YOUR OBJECTIVE: Run through the data and copy out every line that mentions the word "Awali".

[Stored data entries]
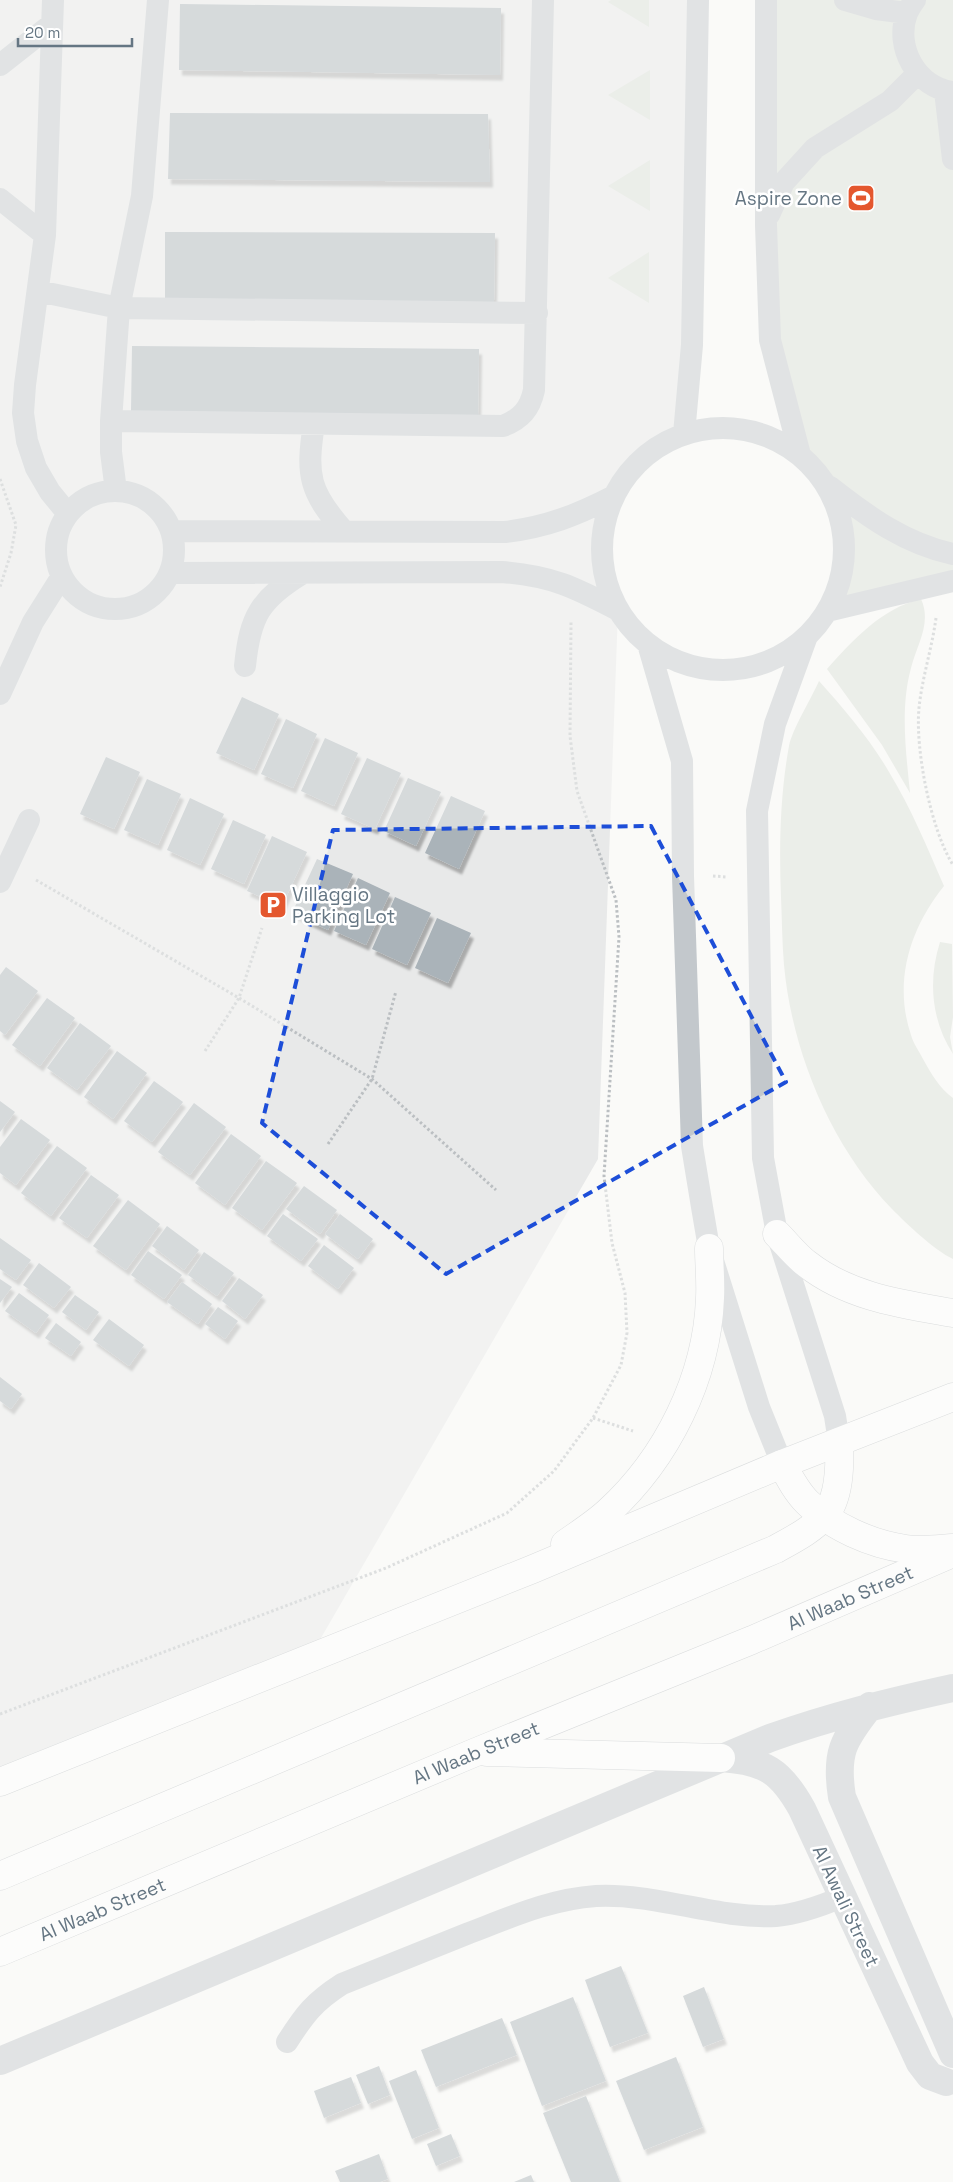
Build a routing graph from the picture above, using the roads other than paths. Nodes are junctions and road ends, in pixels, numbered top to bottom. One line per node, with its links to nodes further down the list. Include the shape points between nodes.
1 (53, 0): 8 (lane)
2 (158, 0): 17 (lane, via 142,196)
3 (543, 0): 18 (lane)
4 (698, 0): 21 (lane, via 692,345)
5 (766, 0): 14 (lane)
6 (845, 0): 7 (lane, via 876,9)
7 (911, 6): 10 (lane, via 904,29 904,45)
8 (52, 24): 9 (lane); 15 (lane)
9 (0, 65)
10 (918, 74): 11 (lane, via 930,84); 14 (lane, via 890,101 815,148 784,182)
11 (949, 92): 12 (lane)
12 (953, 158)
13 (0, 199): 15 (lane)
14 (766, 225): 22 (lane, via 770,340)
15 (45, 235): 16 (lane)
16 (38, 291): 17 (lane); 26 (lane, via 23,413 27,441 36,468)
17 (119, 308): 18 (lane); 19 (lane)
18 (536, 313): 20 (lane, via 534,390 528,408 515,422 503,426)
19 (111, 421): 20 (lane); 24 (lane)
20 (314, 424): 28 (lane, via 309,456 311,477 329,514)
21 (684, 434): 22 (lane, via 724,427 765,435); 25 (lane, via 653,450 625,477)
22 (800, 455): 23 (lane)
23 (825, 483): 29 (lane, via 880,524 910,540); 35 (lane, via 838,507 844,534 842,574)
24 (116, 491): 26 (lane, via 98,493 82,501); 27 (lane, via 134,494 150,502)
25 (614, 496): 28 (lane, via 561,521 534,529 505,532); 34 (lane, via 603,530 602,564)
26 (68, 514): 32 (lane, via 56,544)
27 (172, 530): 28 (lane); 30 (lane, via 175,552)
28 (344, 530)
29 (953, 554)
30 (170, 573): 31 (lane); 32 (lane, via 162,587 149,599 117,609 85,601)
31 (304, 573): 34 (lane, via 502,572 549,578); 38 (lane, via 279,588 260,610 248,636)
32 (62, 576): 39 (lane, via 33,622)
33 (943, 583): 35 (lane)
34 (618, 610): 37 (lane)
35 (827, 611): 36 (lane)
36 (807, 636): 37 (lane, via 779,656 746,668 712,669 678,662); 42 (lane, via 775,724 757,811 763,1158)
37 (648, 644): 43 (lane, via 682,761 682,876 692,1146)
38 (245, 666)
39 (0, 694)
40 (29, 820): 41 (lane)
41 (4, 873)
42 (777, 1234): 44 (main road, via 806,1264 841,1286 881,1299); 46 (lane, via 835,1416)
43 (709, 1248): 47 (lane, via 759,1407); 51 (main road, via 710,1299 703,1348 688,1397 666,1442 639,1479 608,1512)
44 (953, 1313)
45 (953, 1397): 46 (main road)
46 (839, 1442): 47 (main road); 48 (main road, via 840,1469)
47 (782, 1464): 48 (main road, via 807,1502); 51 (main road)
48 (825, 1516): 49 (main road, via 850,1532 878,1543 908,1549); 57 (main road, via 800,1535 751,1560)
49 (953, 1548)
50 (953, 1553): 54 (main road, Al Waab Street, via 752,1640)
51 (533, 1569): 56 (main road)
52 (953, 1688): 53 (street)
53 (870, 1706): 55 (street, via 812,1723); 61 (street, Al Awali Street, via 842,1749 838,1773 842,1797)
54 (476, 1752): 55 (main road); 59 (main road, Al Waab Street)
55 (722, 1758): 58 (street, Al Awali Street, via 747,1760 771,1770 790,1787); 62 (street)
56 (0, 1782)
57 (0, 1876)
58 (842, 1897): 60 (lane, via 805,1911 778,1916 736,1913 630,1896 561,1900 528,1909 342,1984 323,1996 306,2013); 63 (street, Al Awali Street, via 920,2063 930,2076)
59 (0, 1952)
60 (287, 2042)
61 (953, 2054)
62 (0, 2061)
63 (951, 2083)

REPLY TO THE TASK:
53 (870, 1706): 55 (street, via 812,1723); 61 (street, Al Awali Street, via 842,1749 838,1773 842,1797)
55 (722, 1758): 58 (street, Al Awali Street, via 747,1760 771,1770 790,1787); 62 (street)
58 (842, 1897): 60 (lane, via 805,1911 778,1916 736,1913 630,1896 561,1900 528,1909 342,1984 323,1996 306,2013); 63 (street, Al Awali Street, via 920,2063 930,2076)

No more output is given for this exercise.